Rapado y Gafas de en Medio sonrieron con expresión relajada.

—Como lo habéis encontrado vosotros, os dejo que le pongáis el nombre.

Los tres se miraron.

—¿Es macho? —interrogué yo.

—Macho —aseguró Gafas de en Medio.

(Por culpa del Gafas ése, en casa de Fujii pensamos que era macho hasta que le vino la primera regla.)

—Pues entonces tenemos que pensar un nombre de macho —añadí mirando a Rapado.

—Pues... —dijo él sin entonación.

Gafas de en Medio frunció el entrecejo como si no comprendiera. ¿Qué pensaría Gorra Amarilla, que observaba al perro con la boca entreabierta?

«¿Les habré pedido algo muy complicado para ellos? —pensé—. La habilidad principal de un estudiante de primaria es la repetición, y no tener ideas novedosas.»

—Gon —soltó Gorra Amarilla en su primera intervención.

—¡Pero si ése es el nombre del conejo que tenéis en tu casa!

—¡Menuda idea!

A mí no me había parecido tan mal, pero ellos lo rechazaron.

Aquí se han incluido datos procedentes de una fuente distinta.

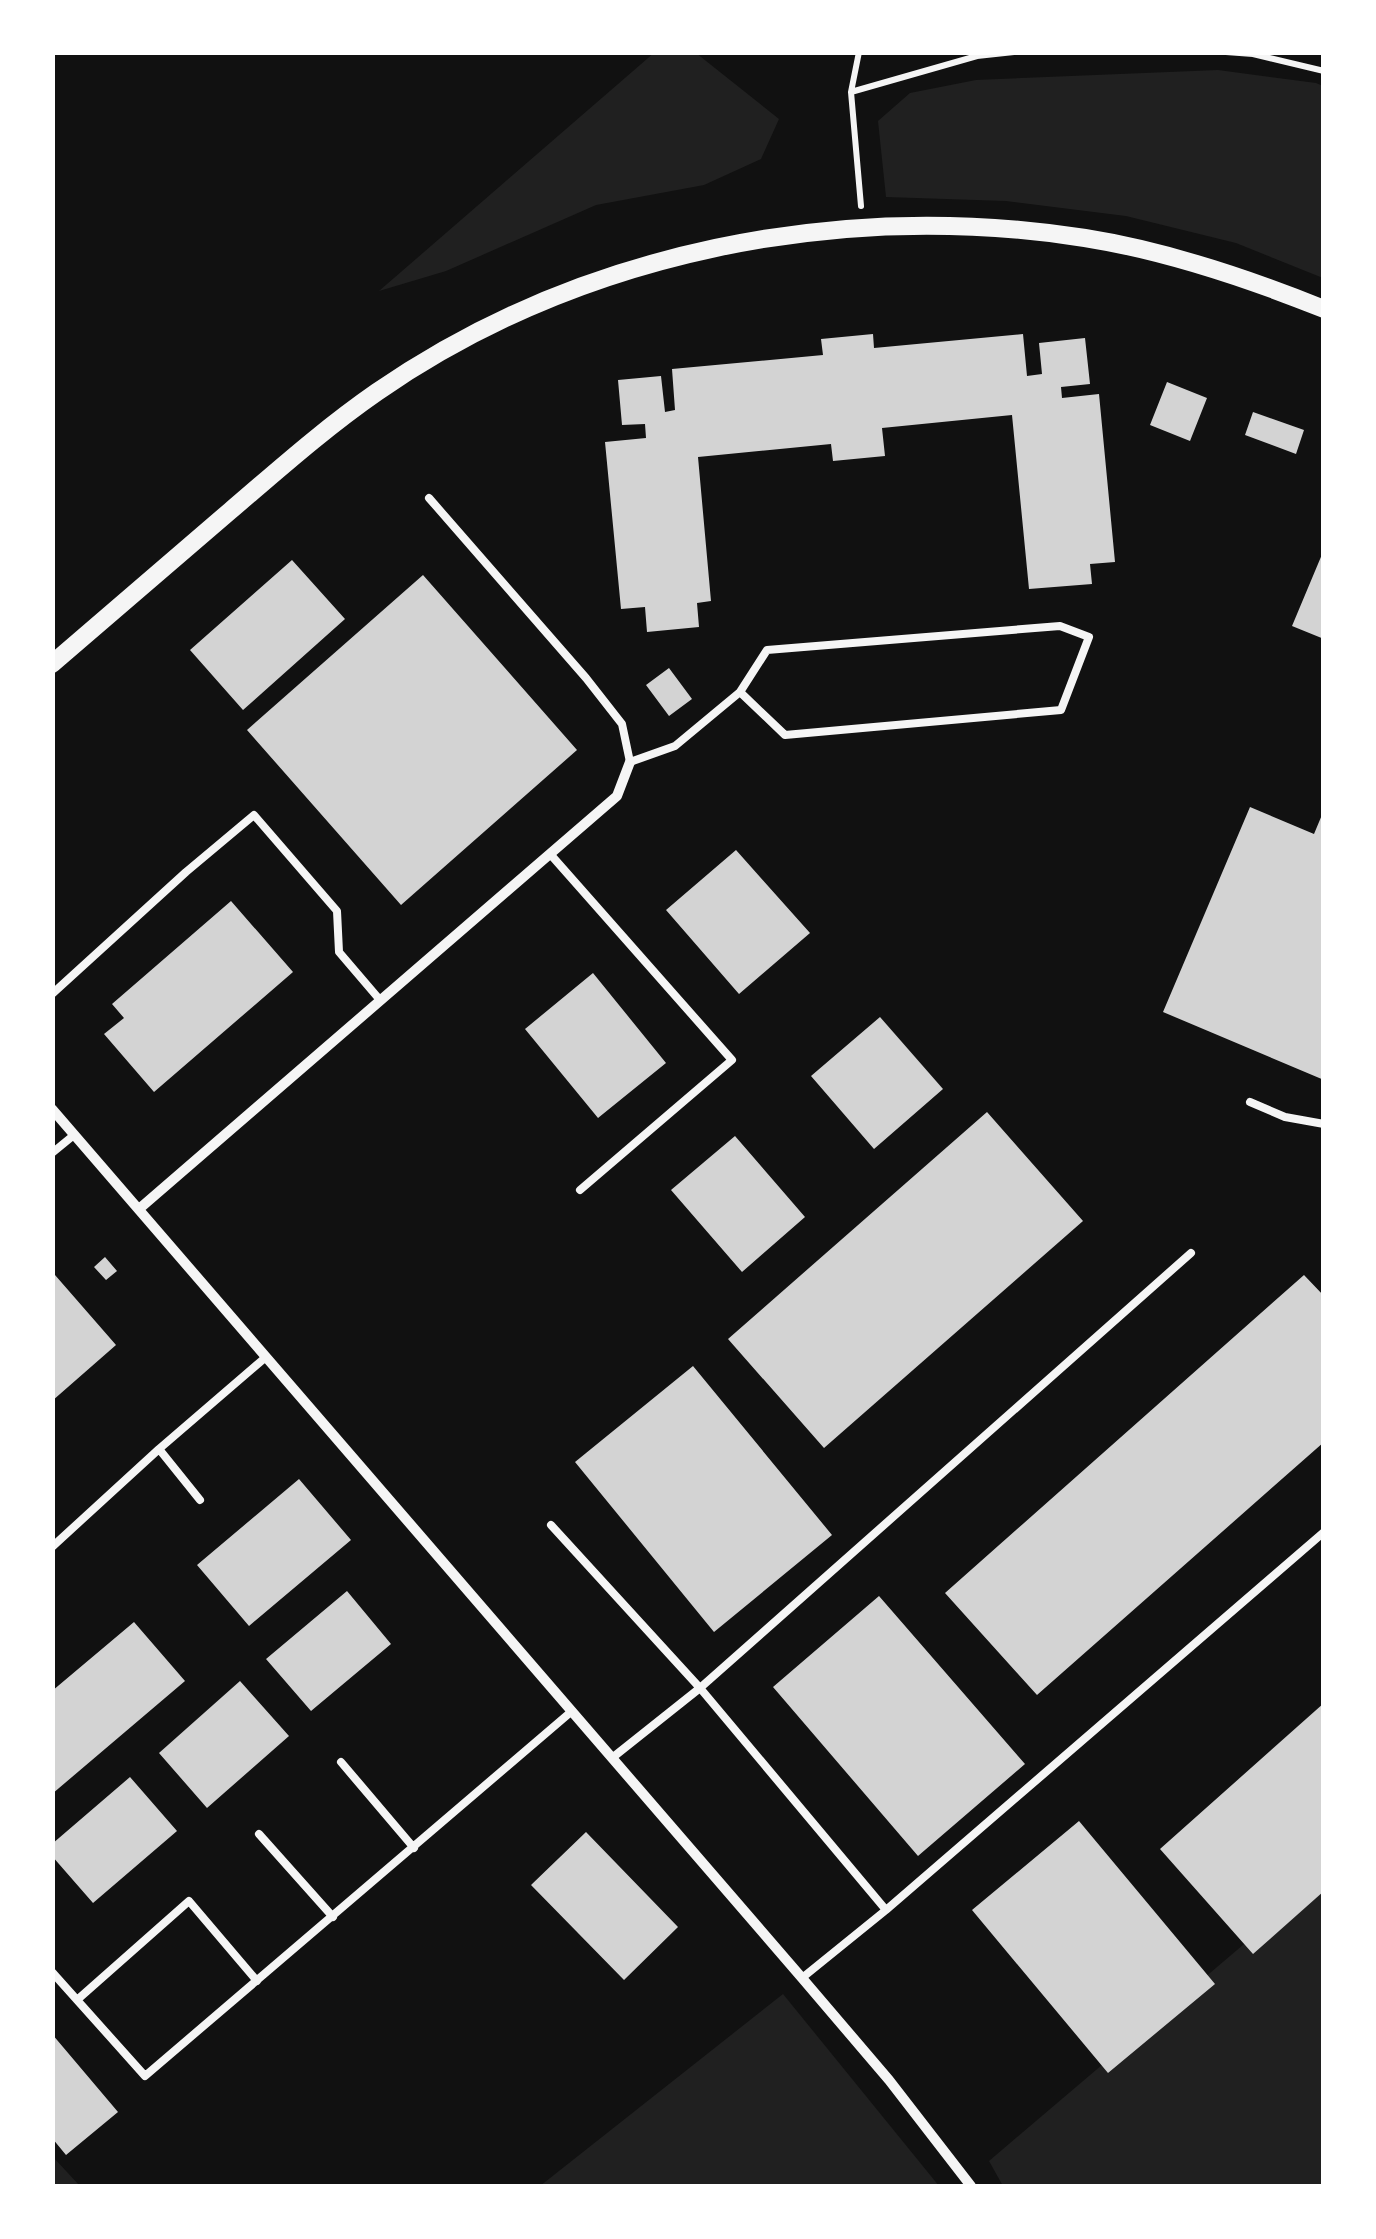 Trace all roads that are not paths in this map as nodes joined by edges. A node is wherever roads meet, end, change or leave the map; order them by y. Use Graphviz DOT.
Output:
graph roads {
  1 [pos="1324,309"];
  2 [pos="429,498"];
  3 [pos="52,664"];
  4 [pos="740,692"];
  5 [pos="630,762"];
  6 [pos="550,855"];
  7 [pos="52,994"];
  8 [pos="380,1000"];
  9 [pos="1250,1102"];
  10 [pos="52,1109"];
  11 [pos="1324,1124"];
  12 [pos="74,1134"];
  13 [pos="52,1153"];
  14 [pos="580,1190"];
  15 [pos="139,1209"];
  16 [pos="1191,1253"];
  17 [pos="266,1357"];
  18 [pos="159,1449"];
  19 [pos="200,1500"];
  20 [pos="551,1525"];
  21 [pos="1324,1532"];
  22 [pos="52,1547"];
  23 [pos="700,1688"];
  24 [pos="572,1711"];
  25 [pos="612,1758"];
  26 [pos="341,1762"];
  27 [pos="258,1834"];
  28 [pos="414,1848"];
  29 [pos="886,1910"];
  30 [pos="332,1917"];
  31 [pos="52,1972"];
  32 [pos="802,1978"];
  33 [pos="257,1982"];
  34 [pos="77,2000"];
  35 [pos="972,2186"];
  1 -- 3 [label="street"];
  2 -- 5 [label="lane"];
  4 -- 4 [label="lane"];
  4 -- 5 [label="lane"];
  5 -- 6 [label="street"];
  6 -- 8 [label="street"];
  6 -- 14 [label="lane"];
  7 -- 8 [label="lane"];
  8 -- 15 [label="street"];
  9 -- 11 [label="lane"];
  10 -- 12 [label="street"];
  12 -- 13 [label="lane"];
  12 -- 15 [label="street"];
  15 -- 17 [label="street"];
  16 -- 23 [label="lane"];
  17 -- 18 [label="lane"];
  17 -- 24 [label="street"];
  18 -- 19 [label="lane"];
  18 -- 22 [label="lane"];
  20 -- 23 [label="lane"];
  21 -- 29 [label="lane"];
  23 -- 25 [label="lane"];
  23 -- 29 [label="lane"];
  24 -- 25 [label="street"];
  24 -- 28 [label="lane"];
  25 -- 32 [label="street"];
  26 -- 28 [label="lane"];
  27 -- 30 [label="lane"];
  28 -- 30 [label="lane"];
  29 -- 32 [label="lane"];
  30 -- 33 [label="lane"];
  31 -- 34 [label="lane"];
  32 -- 35 [label="street"];
  33 -- 34 [label="lane"];
  33 -- 34 [label="lane"];
} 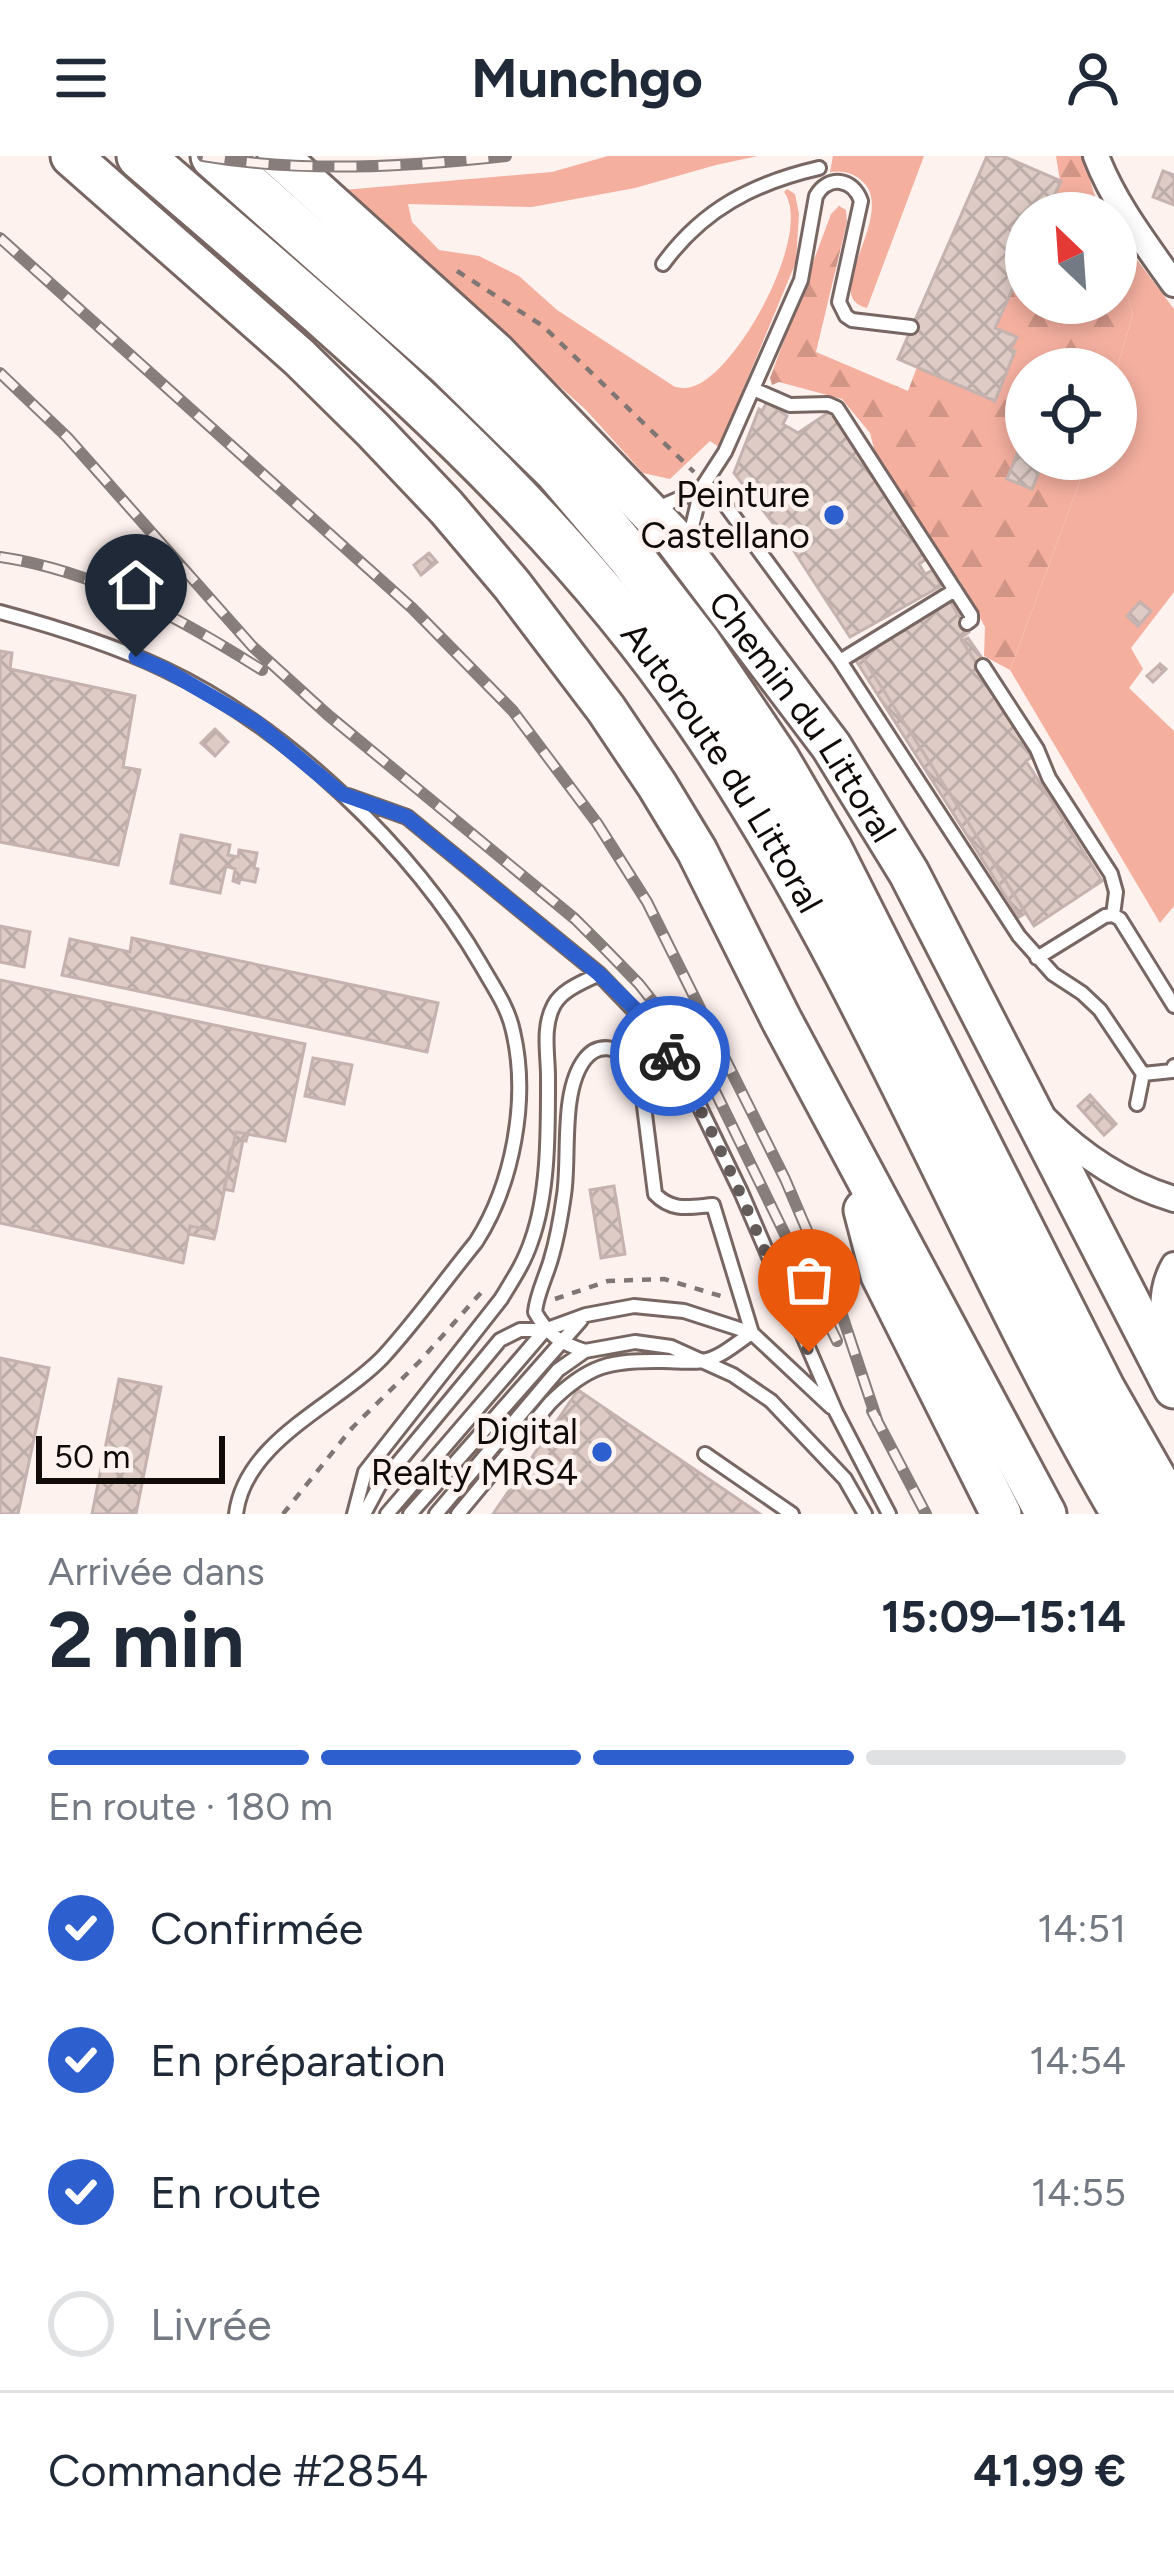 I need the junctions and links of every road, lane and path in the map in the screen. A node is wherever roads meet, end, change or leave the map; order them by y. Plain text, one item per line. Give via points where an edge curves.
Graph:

—¿Alguno más? —dije, mirándolos a los tres.

—Wakame —dijo Gafas de en Medio. Había tenido una buena idea, inspirada en lo que estaba escrito en la caja de cartón.

—No puede ser, es un macho, ¿no? —repuso sin embargo Rapado.

Los escolares se quedaron callados.

—Vale... —dije—, pues lo decidiré yo.

Tenía que ponerle un nombre que pudieran aceptar ellos tres. Eran bastante espabilados para ser estudiantes de primaria. Si no podía dar con un nombre que superara el de Wakame, no tenía derecho a llevarme al perro, ni tampoco aprobaría el ingreso en la universidad.

—El cachorro se llamará... —dije clavando los ojos en la caja.

El animal estaba envuelto en una toalla. Un nombre que le fuera bien y que resultara pegadizo e impactante. Su cuerpo estaba cubierto de pelo corto, marrón y ensortijado. Era pequeño. Extremadamente pequeño.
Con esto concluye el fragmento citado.